Algė Budrytė: Of banks and morality

“I have always been afraid of banks,” US President Andrew Jackson said about two hundred years ago. The phrase has by no means lost its relevance today.
Temos: 1 Algė Budrytė

Banks are among the main culprits in the 2008 global financial crisis. Hardly has the global economy recovered from the post-crisis hungover when we begin to discover even more sins committed by banks over the last five years.

The scandal over suspected LIBOR (London Interbank Offered Rate) manipulations is already dubbed the greatest scandal in the history of banking.

The Economist has estimated that the interest rate dictates the price of financial instruments worth about USD 800 trillion (more than 11 times the annual output of the entire world's economy!), including credit to private and public sectors, derivative financial instruments, and credit cards.

Moreover, the scandal is spreading. After Barclays was punished with a record-breaking fine and had to sack its management, the forgers' suspect list now contains about 20 more of the world's major banks, including Deutche Bank, JP Morgan, Citigroup, Credit Suisse, UBS, and HSBC.

Whom can one trust when cheating turns out to be taking place in the centre of global finance, the City of London? When the manipulator is nothing less than Barclays, a bank boasting previously impeccable reputation and 300 years of doing successful business? Even worse – suspicions are that the financial manipulations were known and perhaps even endorsed by banking supervisors, the very institutions charged with ensuring fair practice.

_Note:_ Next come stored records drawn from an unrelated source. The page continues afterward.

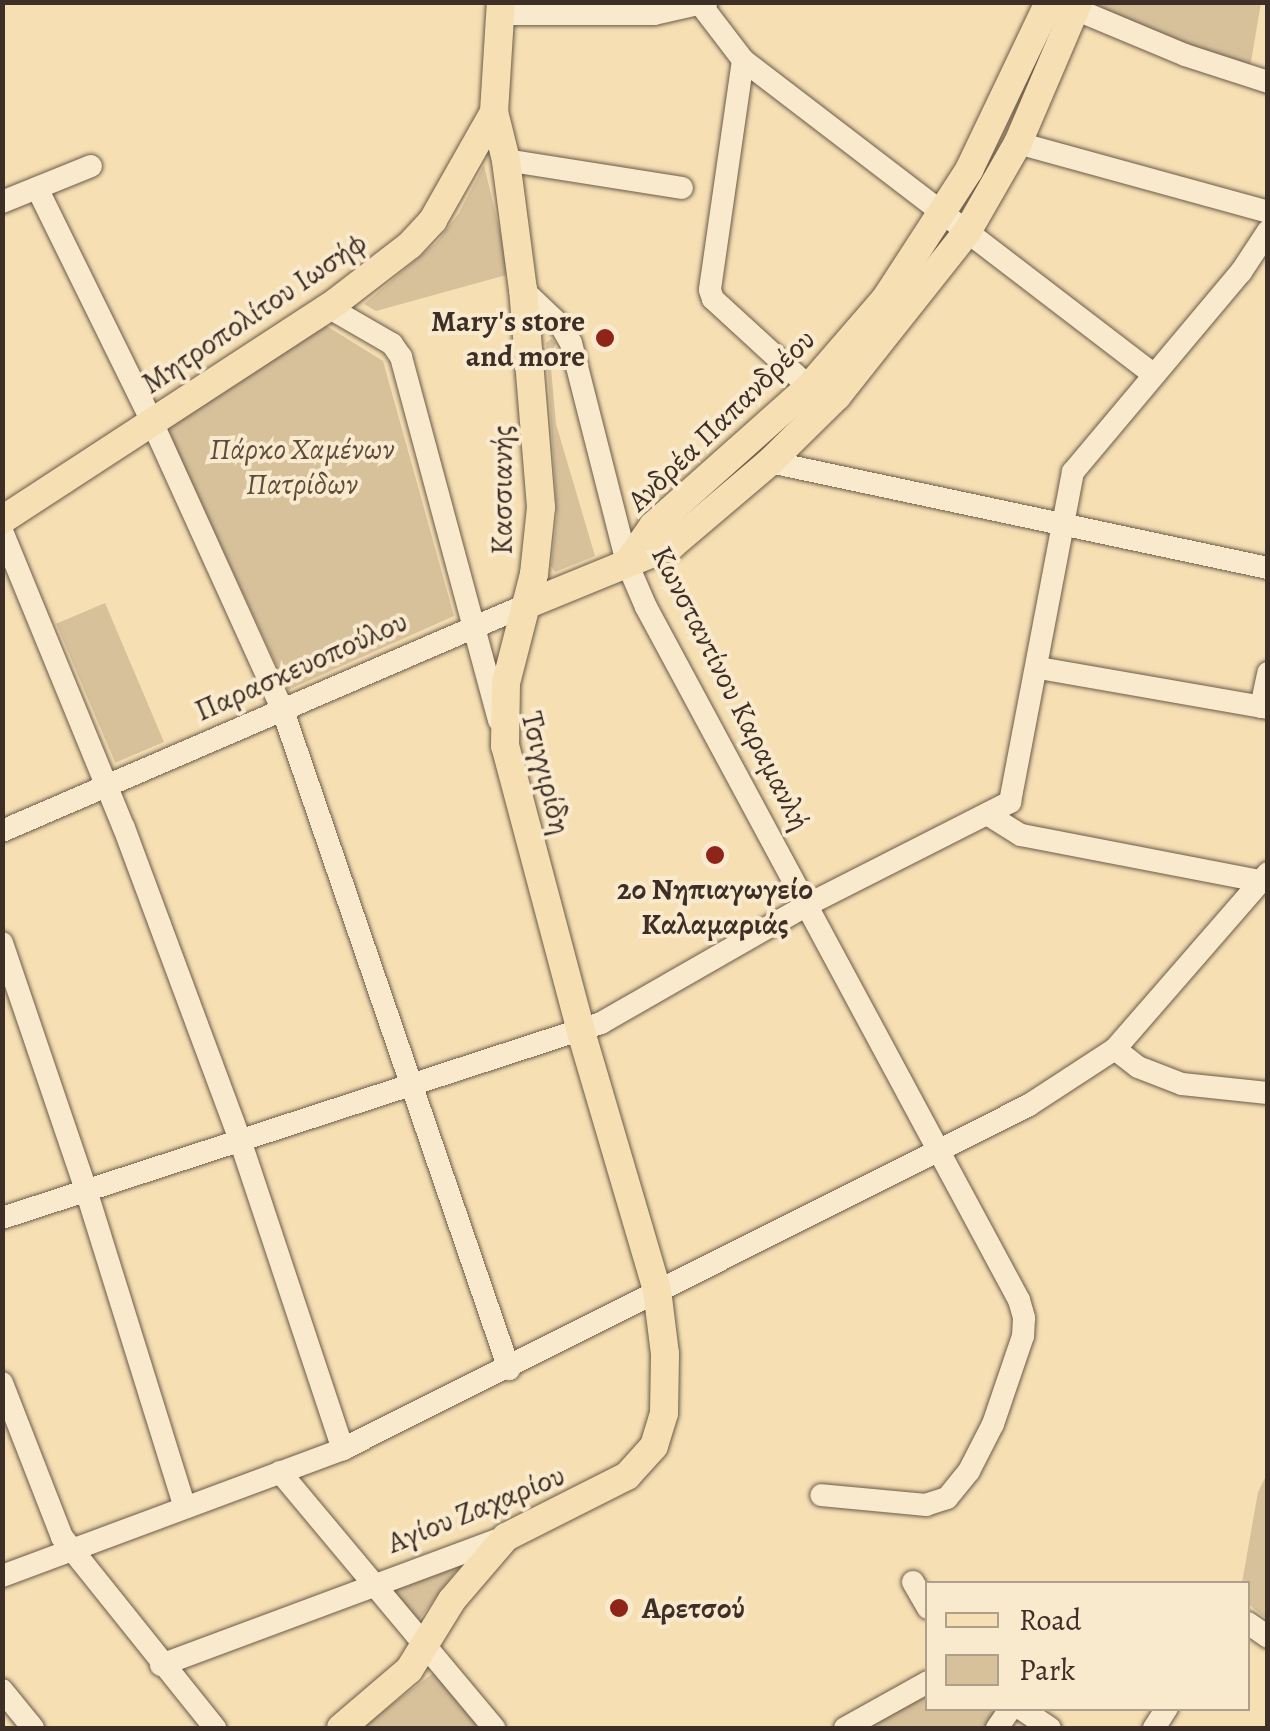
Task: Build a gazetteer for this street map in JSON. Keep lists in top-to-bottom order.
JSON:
{
  "streets": {
    "main road": [
      "Μητροπολίτου Ιωσήφ",
      "Ανδρέα Παπανδρέου",
      "Κασσιανής",
      "Παρασκευοπούλου",
      "Τσιγγιρίδη",
      "Αγίου Ζαχαρίου"
    ],
    "street": ["Κωνσταντίνου Καραμανλή"]
  },
  "crossings": [
    ["Μητροπολίτου Ιωσήφ", "Τσιγγιρίδη"],
    ["Ανδρέα Παπανδρέου", "Παρασκευοπούλου"],
    ["Ανδρέα Παπανδρέου", "Κωνσταντίνου Καραμανλή"],
    ["Κασσιανής", "Παρασκευοπούλου"],
    ["Κασσιανής", "Κωνσταντίνου Καραμανλή"],
    ["Κασσιανής", "Τσιγγιρίδη"],
    ["Παρασκευοπούλου", "Κωνσταντίνου Καραμανλή"],
    ["Παρασκευοπούλου", "Τσιγγιρίδη"],
    ["Τσιγγιρίδη", "Αγίου Ζαχαρίου"]
  ],
  "parks": ["Πάρκο Χαμένων Πατρίδων"],
  "places": ["Mary's store and more", "2ο Νηπιαγωγείο Καλαμαριάς", "Αρετσού"],
  "legend": ["Road", "Park"]
}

It would be naive to assume that banking regulators are more moral than bankers themselves. We are all humans with human weaknesses and everyone trips every once in a while. The point is to prevent further trampling on morality. Legal acts and regulations in themselves have no power either to create or establish morality. It is important to discover the guilty and punish them, irrespective of which camp they belong to.

It would be naive to assume that banking regulators are more moral than bankers themselves.

Dishonest practice must not be tolerated. This is the only way to rebuild public trust in the finance sector which cannot properly function without it. And our modern economy is hardly conceivable without a successfully-functioning financial sector.

How is LIBOR scandal relevant to Lithuania?

Unlike mature democracies, we find it much more difficult to defend moral values. What is there to defend if some of those must be built from scratch, having been non-existent during the Soviet times?

This seems to be the task of a much greater importance than eliminating direct damage that we might suffer as a result of trampling with LIBOR rates and international capital markets.

One inescapably draws parallels between the LIBOR scandal and the story of Snoras bank in Lithuania. Thank goodness it has not yet destroyed confidence in banks. The way this story is resolved will show what situation our morals are in right now and whether we can be ascertained that fears about banking are a thing of the past.